We know that tan and cot are complementary (i.e. sum is equal to 90°)

$\tan(90 ^{ \circ} - \theta) = \cot \: \theta$

$\therefore \: \tan( {90}^{\circ} - {37}^{\circ} ) = \cot \: {37}^{\circ}$

and

$\tan \: ( {90}^{\circ} - {50}^{\circ} ) = \cot \: {50}^{\circ}$

Therefore,

LHS

$\tan \: {37}^{\circ} \times \cot \: {37}^{\circ} \times\tan \: {50}^{\circ} \times \cot \: {50}^{\circ}$

We know that tan and cot are reciprocal of each other.

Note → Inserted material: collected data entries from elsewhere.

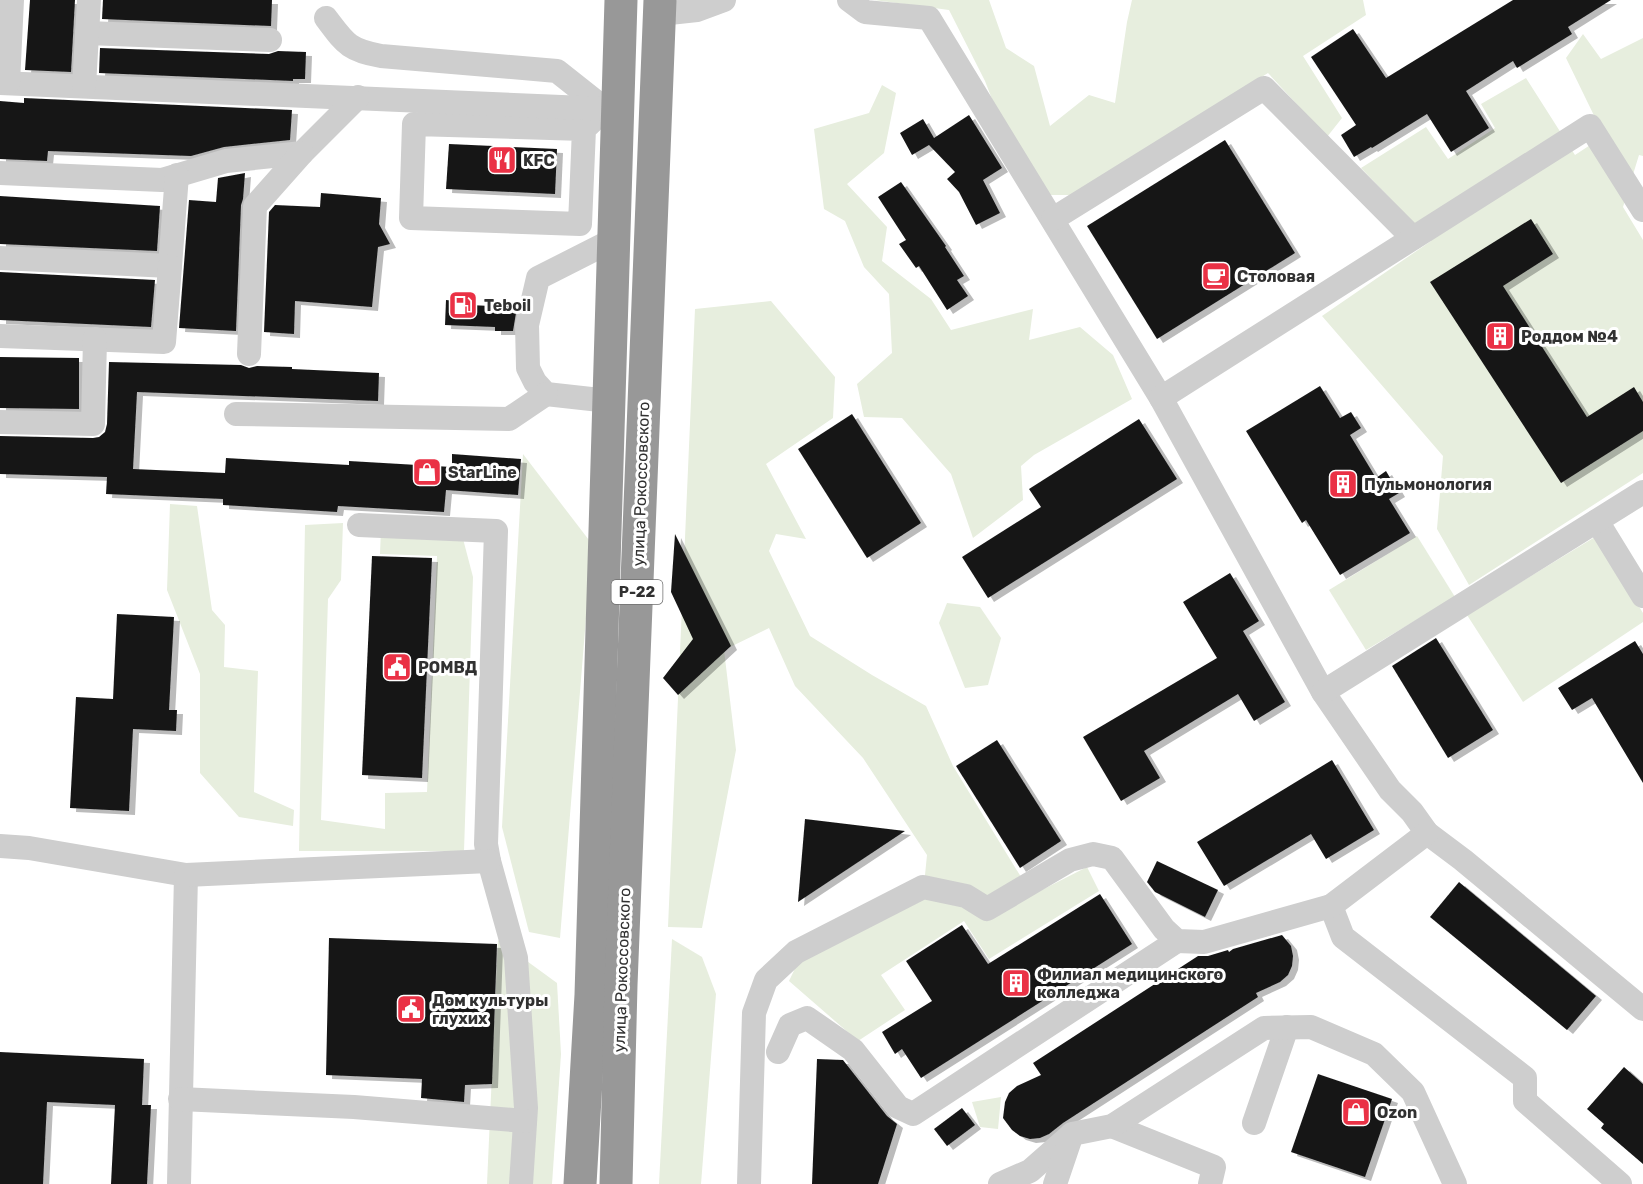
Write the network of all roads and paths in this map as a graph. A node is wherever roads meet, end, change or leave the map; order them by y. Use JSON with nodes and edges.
{"nodes":[{"id":1,"x":89,"y":0,"type":"edge"},
{"id":2,"x":621,"y":0,"type":"edge"},
{"id":3,"x":724,"y":0,"type":"edge"},
{"id":4,"x":849,"y":0,"type":"edge"},
{"id":5,"x":8,"y":2,"type":"edge"},
{"id":6,"x":660,"y":7,"type":"edge"},
{"id":7,"x":326,"y":18,"type":"dead end"},
{"id":8,"x":87,"y":33,"type":"junction"},
{"id":9,"x":270,"y":40,"type":"dead end"},
{"id":10,"x":4,"y":83,"type":"edge"},
{"id":11,"x":84,"y":86,"type":"junction"},
{"id":12,"x":358,"y":97,"type":"junction"},
{"id":13,"x":611,"y":109,"type":"junction"},
{"id":14,"x":584,"y":129,"type":"junction"},
{"id":15,"x":302,"y":153,"type":"junction"},
{"id":16,"x":0,"y":173,"type":"edge"},
{"id":17,"x":177,"y":175,"type":"junction"},
{"id":18,"x":1643,"y":210,"type":"edge"},
{"id":19,"x":1053,"y":219,"type":"junction"},
{"id":20,"x":1413,"y":238,"type":"junction"},
{"id":21,"x":613,"y":240,"type":"junction"},
{"id":22,"x":0,"y":258,"type":"edge"},
{"id":23,"x":170,"y":266,"type":"junction"},
{"id":24,"x":0,"y":336,"type":"edge"},
{"id":25,"x":95,"y":339,"type":"junction"},
{"id":26,"x":249,"y":354,"type":"dead end"},
{"id":27,"x":546,"y":394,"type":"junction"},
{"id":28,"x":1161,"y":398,"type":"junction"},
{"id":29,"x":609,"y":401,"type":"junction"},
{"id":30,"x":236,"y":414,"type":"dead end"},
{"id":31,"x":0,"y":422,"type":"edge"},
{"id":32,"x":1643,"y":492,"type":"edge"},
{"id":33,"x":1597,"y":521,"type":"junction"},
{"id":34,"x":359,"y":525,"type":"dead end"},
{"id":35,"x":1643,"y":596,"type":"edge"},
{"id":36,"x":1323,"y":692,"type":"junction"},
{"id":37,"x":1428,"y":833,"type":"junction"},
{"id":38,"x":0,"y":846,"type":"edge"},
{"id":39,"x":489,"y":861,"type":"junction"},
{"id":40,"x":186,"y":876,"type":"junction"},
{"id":41,"x":1330,"y":906,"type":"junction"},
{"id":42,"x":1177,"y":941,"type":"junction"},
{"id":43,"x":1643,"y":1009,"type":"edge"},
{"id":44,"x":1287,"y":1027,"type":"junction"},
{"id":45,"x":778,"y":1052,"type":"dead end"},
{"id":46,"x":180,"y":1099,"type":"junction"},
{"id":47,"x":525,"y":1121,"type":"junction"},
{"id":48,"x":1254,"y":1123,"type":"dead end"},
{"id":49,"x":1112,"y":1126,"type":"junction"},
{"id":50,"x":1072,"y":1134,"type":"junction"},
{"id":51,"x":179,"y":1184,"type":"edge"},
{"id":52,"x":521,"y":1184,"type":"edge"},
{"id":53,"x":580,"y":1184,"type":"edge"},
{"id":54,"x":616,"y":1184,"type":"edge"},
{"id":55,"x":749,"y":1184,"type":"edge"},
{"id":56,"x":1000,"y":1184,"type":"edge"},
{"id":57,"x":1055,"y":1184,"type":"edge"},
{"id":58,"x":1210,"y":1184,"type":"edge"},
{"id":59,"x":1455,"y":1184,"type":"edge"},
{"id":60,"x":1620,"y":1184,"type":"edge"}],
"edges":[{"from":1,"to":8,"type":"street"},
{"from":2,"to":13,"type":"highway","name":"улица Рокоссовского","number":"Р-22"},
{"from":3,"to":6,"type":"street"},
{"from":4,"to":19,"type":"street"},
{"from":5,"to":10,"type":"street"},
{"from":6,"to":54,"type":"highway","name":"улица Рокоссовского","number":"Р-22"},
{"from":7,"to":13,"type":"street"},
{"from":8,"to":9,"type":"street"},
{"from":8,"to":11,"type":"street"},
{"from":10,"to":11,"type":"street"},
{"from":11,"to":12,"type":"street"},
{"from":12,"to":13,"type":"street"},
{"from":12,"to":15,"type":"street"},
{"from":13,"to":14,"type":"street"},
{"from":13,"to":21,"type":"highway","name":"улица Рокоссовского","number":"Р-22"},
{"from":14,"to":14,"type":"street"},
{"from":15,"to":17,"type":"street"},
{"from":15,"to":26,"type":"street"},
{"from":16,"to":17,"type":"street"},
{"from":17,"to":23,"type":"street"},
{"from":18,"to":20,"type":"street"},
{"from":19,"to":20,"type":"street"},
{"from":19,"to":28,"type":"street"},
{"from":20,"to":28,"type":"street"},
{"from":21,"to":27,"type":"street"},
{"from":21,"to":29,"type":"highway","name":"улица Рокоссовского","number":"Р-22"},
{"from":22,"to":23,"type":"street"},
{"from":23,"to":25,"type":"street"},
{"from":24,"to":25,"type":"street"},
{"from":25,"to":31,"type":"street"},
{"from":27,"to":29,"type":"street"},
{"from":27,"to":30,"type":"street"},
{"from":28,"to":36,"type":"street"},
{"from":29,"to":53,"type":"highway","name":"улица Рокоссовского","number":"Р-22"},
{"from":32,"to":33,"type":"street"},
{"from":33,"to":35,"type":"street"},
{"from":33,"to":36,"type":"street"},
{"from":34,"to":39,"type":"street"},
{"from":36,"to":37,"type":"street"},
{"from":37,"to":41,"type":"street"},
{"from":37,"to":43,"type":"street"},
{"from":38,"to":40,"type":"street"},
{"from":39,"to":40,"type":"street"},
{"from":39,"to":47,"type":"street"},
{"from":40,"to":46,"type":"street"},
{"from":41,"to":42,"type":"street"},
{"from":41,"to":60,"type":"street"},
{"from":42,"to":45,"type":"street"},
{"from":42,"to":55,"type":"street"},
{"from":44,"to":48,"type":"street"},
{"from":44,"to":49,"type":"street"},
{"from":44,"to":59,"type":"street"},
{"from":46,"to":47,"type":"street"},
{"from":46,"to":51,"type":"street"},
{"from":47,"to":52,"type":"street"},
{"from":49,"to":50,"type":"street"},
{"from":49,"to":58,"type":"street"},
{"from":50,"to":56,"type":"street"},
{"from":50,"to":57,"type":"street"}]}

$\tan \: {37}^{\circ} \times \frac{1}{\tan {37}^{\circ} } \times \tan {50}^{\circ} \times \frac{1}{\tan {50}^{\circ} }$

$1 \times 1$

$1$

Therefore,

LHS = RHS

2)

Given:

Two points :

(-15,0) and (6,0)

Here,

$x_1 = -15$

$y_1 = 0$

$x_2 =6$

$y_2 = 0$

$\tt \: Distance \: Formula = \sqrt{ {(x_2 - x_1)}^{2} + {(y_2 - y_1)}^{2} }$

Substituting the values , we get :

$\tt \: distance = \sqrt{(6 - ( - 15))^{2} + {(0 - 0)}^{2} }$

$\tt \: distance \: = \sqrt{ {21}^{2} }$

$\tt\therefore \: distance = 21 \: units$

3)

Given:

$\frac{4 {x}^{2} + 3 \sqrt{3}x + 7 }{7} = 0$

Cross multiplying, we get:

$4 {x}^{2} + 3 \sqrt{3} x + 7 = 0$

Here,

a = 4

b = 3√3

c = 7